◆ **HOW TO COMPLETE THIS TASK**
Which lines hold the word "二ノ切桃山台線"? Copy each of them from the material.

◆ **SOURCE INFORMATION**
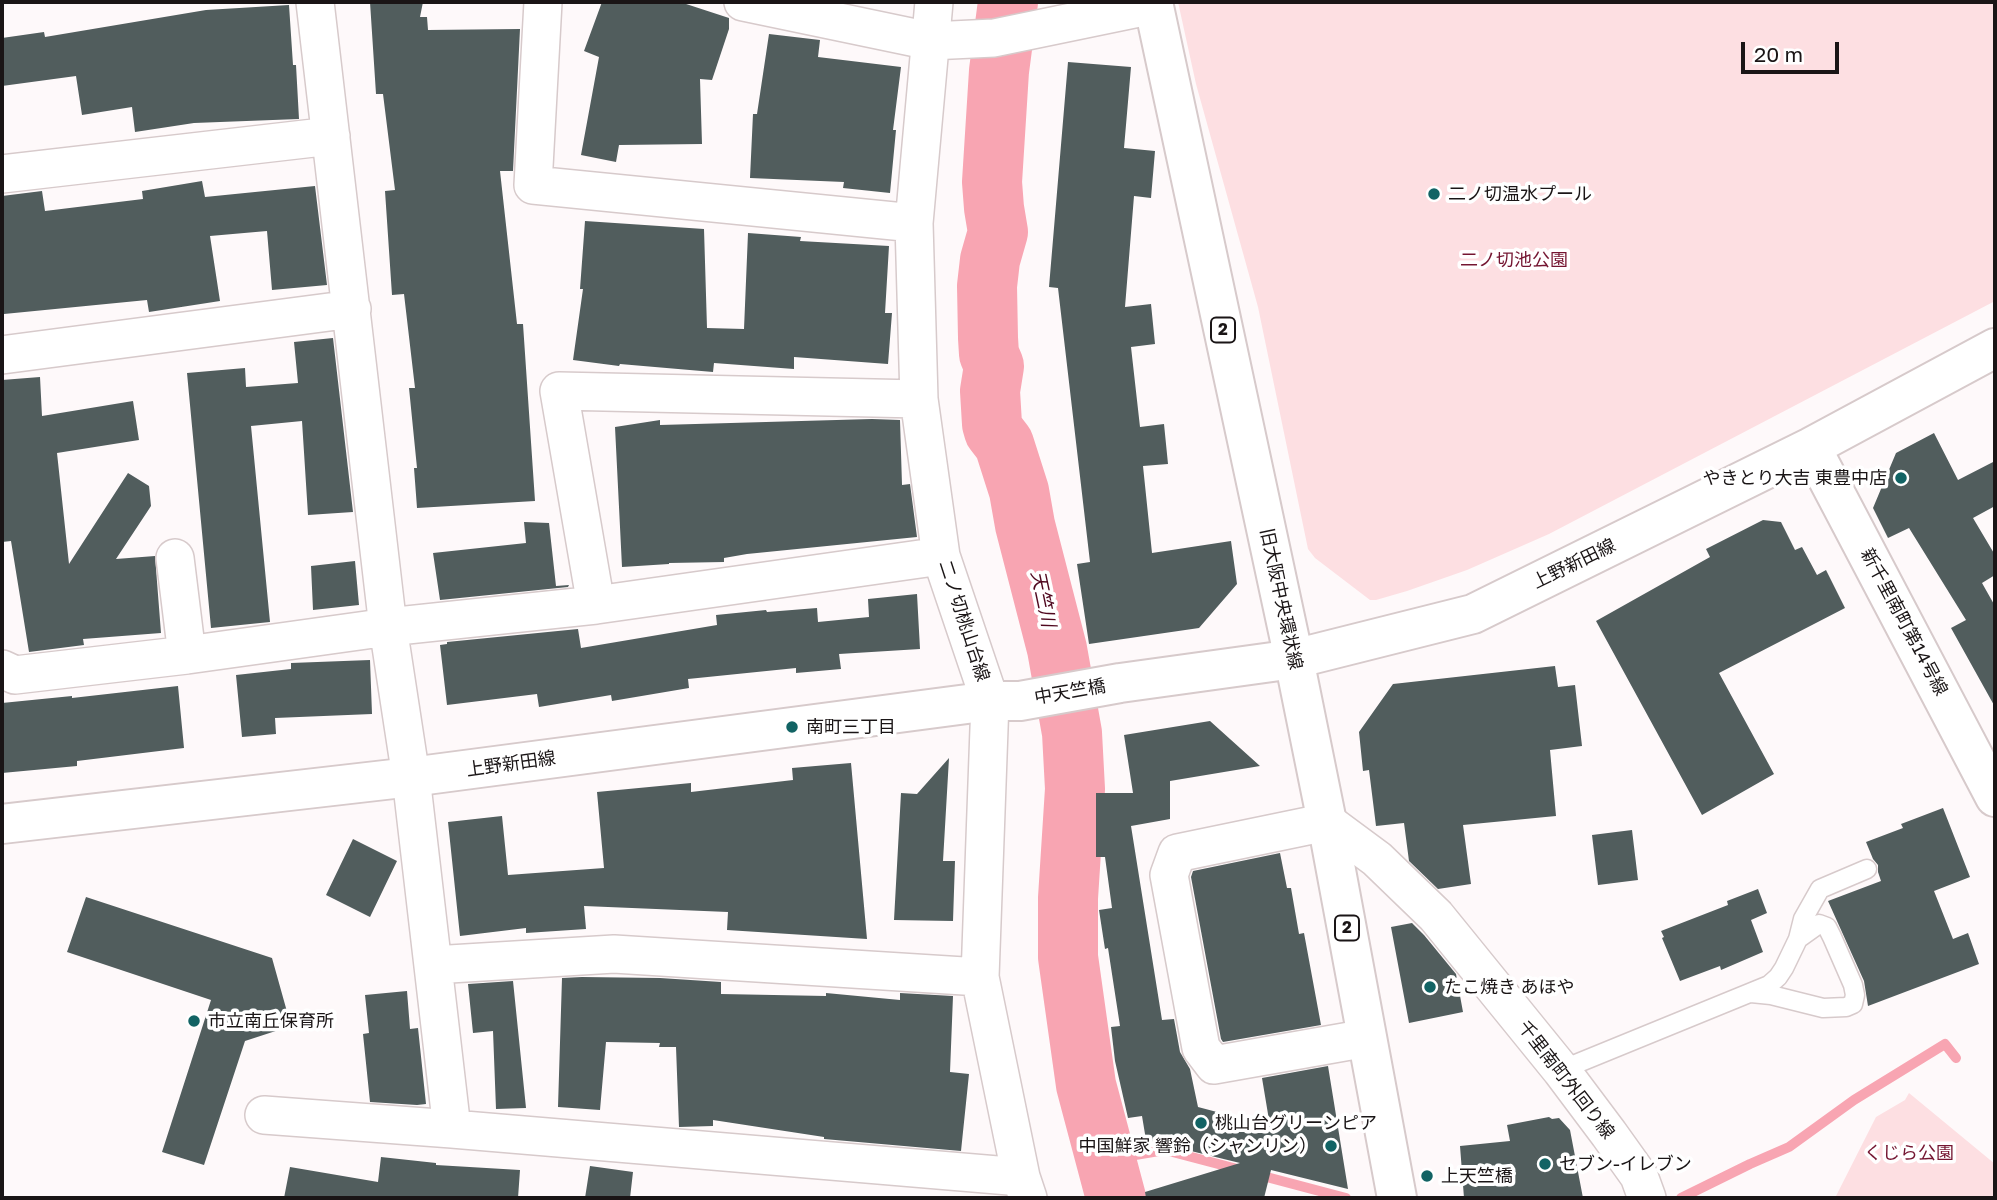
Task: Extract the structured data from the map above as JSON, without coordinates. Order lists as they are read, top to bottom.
{
  "streets": {
    "street": [
      "2",
      "上野新田線",
      "旧大阪中央環状線",
      "二ノ切桃山台線",
      "新千里南町第14号線",
      "中天竺橋",
      "千里南町外回り線"
    ]
  },
  "crossings": [
    ["上野新田線", "旧大阪中央環状線"],
    ["上野新田線", "二ノ切桃山台線"],
    ["上野新田線", "新千里南町第14号線"],
    ["上野新田線", "中天竺橋"],
    ["旧大阪中央環状線", "千里南町外回り線"],
    ["二ノ切桃山台線", "中天竺橋"]
  ],
  "water": ["天竺川"],
  "parks": ["二ノ切池公園", "くじら公園"],
  "places": [
    "二ノ切温水プール",
    "やきとり大吉 東豊中店",
    "南町三丁目",
    "たこ焼き あほや",
    "市立南丘保育所",
    "桃山台グリーンピア",
    "中国鮮家 響鈴（シャンリン）",
    "セブン-イレブン",
    "上天竺橋"
  ],
  "scale_bar": "20 m"
}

◆ **FINAL ANSWER**
      "二ノ切桃山台線",
    ["上野新田線", "二ノ切桃山台線"],
    ["二ノ切桃山台線", "中天竺橋"]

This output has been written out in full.